FIFTH: (a)The corporation is authorized to issue a total of Forty Million (40,000,000) shares of stock. The corporation is authorized to issue two classes of stock designated “Preferred Stock” and “Common Stock,” respectively. The number of shares of Preferred Stock authorized to be issued is Twenty Million (20,000,000), and the number of shares of Common Stock authorized to be issued is Twenty Million (20,000,000).

(b) The Preferred Stock may be divided into such number of series as the Board of Directors may determine. The Board of Directors is authorized to determine and later the rights, preferences, privileges and restrictions granted to and imposed upon any wholly unissued series of Preferred Stock, and to fix the number of shares of any series of Preferred Stock and the designation of any such series of Preferred Stock. The Board of Directors, within the limits and restrictions stated in any resolution or resolutions of the Board of Directors originally fixing the number of shares constituting any series, may increase or decrease (but not below the number of shares of such series then outstanding) the number of shares of any series subsequent to the issue of shares of that series.

SIXTH: The corporation shall be entitled to treat the registered holder of any shares of the corporation as the owner of such shares, and shall not be bound to recognize any equitable, beneficial or other claim to, or interest in, such shares or rights deriving from such shares, unless and until such purchaser, assignee, transferee or other person becomes the registered holder of such shares, whether or not the corporation shall have actual or constructive notice of the interests of such purchaser, assignee, or transferee or other person. The purchaser, assignee, or transferee of any of the shares of the corporation shall not be entitled to receive notice of the meetings of shareholders; to vote at such meetings; to examine the records of the corporation; to be paid dividends; or to own, enjoy or exercise any other property or rights deriving from such shares against the corporation, until such purchaser, assignee, or transferee has become the registered holder of such shares.
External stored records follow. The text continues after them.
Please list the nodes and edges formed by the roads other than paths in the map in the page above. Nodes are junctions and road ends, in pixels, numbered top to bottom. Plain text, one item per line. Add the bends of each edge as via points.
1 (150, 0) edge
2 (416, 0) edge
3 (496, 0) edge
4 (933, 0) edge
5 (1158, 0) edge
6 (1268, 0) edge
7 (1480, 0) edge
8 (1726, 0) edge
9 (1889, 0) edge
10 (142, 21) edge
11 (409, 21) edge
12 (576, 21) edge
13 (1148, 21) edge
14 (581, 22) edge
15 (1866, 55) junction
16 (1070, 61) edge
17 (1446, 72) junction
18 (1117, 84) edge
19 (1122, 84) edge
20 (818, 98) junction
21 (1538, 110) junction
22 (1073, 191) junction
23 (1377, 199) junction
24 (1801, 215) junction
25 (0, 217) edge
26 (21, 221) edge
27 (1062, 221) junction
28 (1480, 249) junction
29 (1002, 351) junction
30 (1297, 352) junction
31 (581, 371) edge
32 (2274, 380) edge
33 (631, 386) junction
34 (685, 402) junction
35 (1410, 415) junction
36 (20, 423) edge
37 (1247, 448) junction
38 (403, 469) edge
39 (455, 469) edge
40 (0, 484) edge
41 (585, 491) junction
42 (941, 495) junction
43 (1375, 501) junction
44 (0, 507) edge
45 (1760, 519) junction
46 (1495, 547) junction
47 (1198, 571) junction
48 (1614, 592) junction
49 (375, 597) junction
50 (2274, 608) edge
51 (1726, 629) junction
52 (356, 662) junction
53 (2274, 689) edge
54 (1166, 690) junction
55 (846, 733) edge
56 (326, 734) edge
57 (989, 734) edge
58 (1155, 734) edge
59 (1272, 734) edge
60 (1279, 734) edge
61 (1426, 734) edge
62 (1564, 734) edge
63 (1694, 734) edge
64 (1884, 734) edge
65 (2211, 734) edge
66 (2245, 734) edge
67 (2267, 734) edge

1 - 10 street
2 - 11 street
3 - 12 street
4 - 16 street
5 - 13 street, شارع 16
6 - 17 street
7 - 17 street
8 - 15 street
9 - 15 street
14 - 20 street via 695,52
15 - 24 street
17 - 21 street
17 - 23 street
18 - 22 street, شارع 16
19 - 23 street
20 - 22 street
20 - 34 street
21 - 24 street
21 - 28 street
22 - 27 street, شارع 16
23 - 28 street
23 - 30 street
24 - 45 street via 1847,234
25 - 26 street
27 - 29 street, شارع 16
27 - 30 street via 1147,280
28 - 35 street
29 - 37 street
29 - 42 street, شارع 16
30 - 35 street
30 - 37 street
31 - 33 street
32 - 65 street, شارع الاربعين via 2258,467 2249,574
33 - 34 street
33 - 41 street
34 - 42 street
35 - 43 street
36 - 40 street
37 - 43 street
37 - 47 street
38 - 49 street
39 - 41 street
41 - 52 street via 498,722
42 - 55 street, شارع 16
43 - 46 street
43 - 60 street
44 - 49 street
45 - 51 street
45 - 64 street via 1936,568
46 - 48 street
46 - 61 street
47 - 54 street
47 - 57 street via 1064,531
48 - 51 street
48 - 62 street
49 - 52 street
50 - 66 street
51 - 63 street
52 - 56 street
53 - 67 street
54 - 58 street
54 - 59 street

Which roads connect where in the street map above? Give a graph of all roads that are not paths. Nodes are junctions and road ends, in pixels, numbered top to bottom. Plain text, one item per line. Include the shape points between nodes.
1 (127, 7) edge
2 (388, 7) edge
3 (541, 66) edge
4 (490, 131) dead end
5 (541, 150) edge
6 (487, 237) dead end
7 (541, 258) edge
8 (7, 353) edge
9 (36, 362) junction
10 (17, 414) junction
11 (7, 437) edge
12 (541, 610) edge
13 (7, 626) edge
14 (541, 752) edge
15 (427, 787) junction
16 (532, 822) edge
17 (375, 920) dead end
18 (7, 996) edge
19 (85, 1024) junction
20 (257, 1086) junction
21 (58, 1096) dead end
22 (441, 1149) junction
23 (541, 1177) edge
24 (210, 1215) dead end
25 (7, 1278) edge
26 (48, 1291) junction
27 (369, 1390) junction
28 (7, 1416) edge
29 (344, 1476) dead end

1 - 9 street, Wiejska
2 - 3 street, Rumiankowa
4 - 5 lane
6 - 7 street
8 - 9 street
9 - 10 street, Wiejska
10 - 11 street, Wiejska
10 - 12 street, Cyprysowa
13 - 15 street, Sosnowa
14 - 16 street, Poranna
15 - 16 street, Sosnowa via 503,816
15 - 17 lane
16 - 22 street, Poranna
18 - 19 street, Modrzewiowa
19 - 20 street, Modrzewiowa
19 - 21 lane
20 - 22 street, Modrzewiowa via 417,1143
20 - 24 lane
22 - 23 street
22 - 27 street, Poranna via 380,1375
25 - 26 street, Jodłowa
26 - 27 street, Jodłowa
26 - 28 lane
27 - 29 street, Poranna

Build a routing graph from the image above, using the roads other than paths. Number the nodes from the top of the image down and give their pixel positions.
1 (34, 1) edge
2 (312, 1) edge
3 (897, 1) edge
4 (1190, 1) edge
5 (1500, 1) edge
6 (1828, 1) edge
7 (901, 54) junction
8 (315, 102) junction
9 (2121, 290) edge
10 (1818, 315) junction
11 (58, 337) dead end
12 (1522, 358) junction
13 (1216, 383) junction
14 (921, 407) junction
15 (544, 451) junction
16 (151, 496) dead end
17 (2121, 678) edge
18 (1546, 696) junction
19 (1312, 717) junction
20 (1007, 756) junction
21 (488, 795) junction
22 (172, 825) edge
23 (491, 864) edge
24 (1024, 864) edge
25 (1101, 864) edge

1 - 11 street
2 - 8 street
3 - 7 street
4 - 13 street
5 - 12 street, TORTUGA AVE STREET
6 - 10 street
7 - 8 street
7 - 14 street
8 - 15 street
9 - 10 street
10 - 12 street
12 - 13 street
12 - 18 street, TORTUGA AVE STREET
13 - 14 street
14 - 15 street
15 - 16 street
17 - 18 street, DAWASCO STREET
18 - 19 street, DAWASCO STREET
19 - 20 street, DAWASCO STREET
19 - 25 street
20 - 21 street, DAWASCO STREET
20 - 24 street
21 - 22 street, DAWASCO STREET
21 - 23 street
SEVENTH: The liability of the directors of the corporation for monetary damages shall be eliminated to the fullest extent permissible under California law.

EIGHTH: The corporation is authorized to provide indemnification of its agents (as defined in Section 317(a) of the California Corporations Code) to the fullest extent permissible under California law through bylaw provisions, agreements with its agents, vote of the shareholders or disinterested directors, or otherwise, in excess of the indemnification otherwise permitted by Section 317 of the California Corporations Code, subject to the limitations set forth in Section 204 of the California Corporations Code and to the requirements of federal laws, rules, regulations or orders regarding indemnification and prepayment of legal expenses, including Section 18(k) of the Federal Deposit Insurance Act and Part 359 of the rules and regulations of the Federal Deposit Insurance Corporation or any successor regulations thereto.

NINTH: Any repeal or modification of the foregoing provisions of Articles Seventh and Eighth by the shareholders of this corporation shall not adversely affect any right or protection of an agent of this corporation existing at the time of such repeal or modification.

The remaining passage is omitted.